Final answer:
The proportion of individuals in the population with a resting heart rate exceeding 85 is approximately 0.1587. The probability of at least two individuals in a sample of size 10 having a resting heart rate exceeding 85 is approximately 0.4871.
Step-by-step explanation:
To answer question a, we can use the standard normal distribution table to find the z-score corresponding to a resting heart rate of 85. The formula to calculate the z-score is (x - mean) / standard deviation, where x is the resting heart rate, mean is the mean resting heart rate in the population, and standard deviation is the standard deviation of resting heart rates in the population. Plugging in the values:
(85 - 80) / 5 = 1
Looking up the z-score of 1 in the standard normal distribution table, we find that the area to the left of the z-score is approximately 0.8413. To find the proportion of individuals with a resting heart rate exceeding 85, we subtract this area from 1:
1 - 0.8413 = 0.1587
Therefore, the proportion of individuals in the population with a resting heart rate exceeding 85 is approximately 0.1587.

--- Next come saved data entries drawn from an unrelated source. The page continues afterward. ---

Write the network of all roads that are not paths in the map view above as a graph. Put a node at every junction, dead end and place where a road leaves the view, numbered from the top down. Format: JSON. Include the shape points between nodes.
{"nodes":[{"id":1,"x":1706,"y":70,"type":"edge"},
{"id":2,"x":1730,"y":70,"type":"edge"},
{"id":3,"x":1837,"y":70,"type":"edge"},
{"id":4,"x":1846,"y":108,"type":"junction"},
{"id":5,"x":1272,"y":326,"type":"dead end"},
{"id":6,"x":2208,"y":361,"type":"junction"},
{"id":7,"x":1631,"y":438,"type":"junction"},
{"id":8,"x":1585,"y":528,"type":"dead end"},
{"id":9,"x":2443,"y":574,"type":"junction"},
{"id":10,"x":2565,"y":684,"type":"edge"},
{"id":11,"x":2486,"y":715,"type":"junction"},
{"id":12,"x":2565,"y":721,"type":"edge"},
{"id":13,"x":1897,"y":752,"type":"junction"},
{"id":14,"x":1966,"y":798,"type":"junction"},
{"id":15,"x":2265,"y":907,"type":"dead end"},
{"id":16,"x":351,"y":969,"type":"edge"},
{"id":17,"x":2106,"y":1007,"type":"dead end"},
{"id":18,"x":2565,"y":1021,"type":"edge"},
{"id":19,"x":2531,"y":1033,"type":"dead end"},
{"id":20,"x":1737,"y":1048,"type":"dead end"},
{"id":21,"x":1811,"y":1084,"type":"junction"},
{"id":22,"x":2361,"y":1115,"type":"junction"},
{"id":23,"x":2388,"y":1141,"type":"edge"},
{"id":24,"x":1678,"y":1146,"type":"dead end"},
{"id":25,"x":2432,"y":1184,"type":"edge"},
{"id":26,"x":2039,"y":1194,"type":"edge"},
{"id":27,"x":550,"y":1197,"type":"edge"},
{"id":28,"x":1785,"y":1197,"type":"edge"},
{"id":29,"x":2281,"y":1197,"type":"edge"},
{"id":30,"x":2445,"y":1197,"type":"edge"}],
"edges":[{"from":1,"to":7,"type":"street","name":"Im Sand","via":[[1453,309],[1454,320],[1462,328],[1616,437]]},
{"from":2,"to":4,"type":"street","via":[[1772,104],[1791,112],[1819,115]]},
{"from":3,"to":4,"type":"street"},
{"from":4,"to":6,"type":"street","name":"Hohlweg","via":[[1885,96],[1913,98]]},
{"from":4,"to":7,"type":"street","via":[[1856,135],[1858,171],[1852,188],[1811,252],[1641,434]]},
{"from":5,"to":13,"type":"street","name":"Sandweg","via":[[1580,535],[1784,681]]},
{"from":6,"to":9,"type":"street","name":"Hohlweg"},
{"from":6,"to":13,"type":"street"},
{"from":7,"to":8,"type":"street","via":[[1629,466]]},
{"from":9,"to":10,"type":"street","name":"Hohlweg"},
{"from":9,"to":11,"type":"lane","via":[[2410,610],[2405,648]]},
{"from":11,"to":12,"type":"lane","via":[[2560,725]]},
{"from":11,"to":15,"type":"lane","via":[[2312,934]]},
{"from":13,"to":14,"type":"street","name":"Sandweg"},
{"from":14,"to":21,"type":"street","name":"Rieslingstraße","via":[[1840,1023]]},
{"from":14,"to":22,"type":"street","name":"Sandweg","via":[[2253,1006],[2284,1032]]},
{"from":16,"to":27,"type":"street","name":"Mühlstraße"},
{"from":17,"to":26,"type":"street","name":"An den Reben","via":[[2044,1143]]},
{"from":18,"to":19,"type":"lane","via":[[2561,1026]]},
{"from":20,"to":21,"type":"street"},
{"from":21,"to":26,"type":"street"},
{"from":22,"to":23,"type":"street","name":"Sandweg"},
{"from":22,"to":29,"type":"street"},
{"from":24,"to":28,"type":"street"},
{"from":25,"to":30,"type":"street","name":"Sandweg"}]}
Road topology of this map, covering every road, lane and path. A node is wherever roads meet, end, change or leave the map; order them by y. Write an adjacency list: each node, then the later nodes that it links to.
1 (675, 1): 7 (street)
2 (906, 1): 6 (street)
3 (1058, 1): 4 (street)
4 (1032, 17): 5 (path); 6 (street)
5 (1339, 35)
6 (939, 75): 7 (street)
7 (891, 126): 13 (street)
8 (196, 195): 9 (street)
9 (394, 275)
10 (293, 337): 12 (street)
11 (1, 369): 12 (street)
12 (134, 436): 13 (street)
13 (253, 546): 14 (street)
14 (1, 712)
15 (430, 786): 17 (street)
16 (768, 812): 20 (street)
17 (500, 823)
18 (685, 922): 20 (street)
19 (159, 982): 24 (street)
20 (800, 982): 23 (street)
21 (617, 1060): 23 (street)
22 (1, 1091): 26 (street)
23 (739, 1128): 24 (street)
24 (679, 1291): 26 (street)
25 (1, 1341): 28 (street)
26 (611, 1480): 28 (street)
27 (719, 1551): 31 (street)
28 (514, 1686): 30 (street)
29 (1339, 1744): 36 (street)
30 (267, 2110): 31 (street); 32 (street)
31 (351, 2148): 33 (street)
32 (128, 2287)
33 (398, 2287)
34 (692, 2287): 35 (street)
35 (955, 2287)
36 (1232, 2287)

To answer question b, we can use the binomial probability formula. The probability of at least two individuals in a sample of size 10 having a resting heart rate exceeding 85 can be calculated as:
P(X ≥ 2) = 1 - P(X = 0) - P(X = 1)
where X follows a binomial distribution with parameters n = 10 (sample size) and p = 0.1587 (probability of an individual having a resting heart rate exceeding 85 in the population). Using a binomial probability calculator or Excel function, we find that the probability is approximately 0.4871.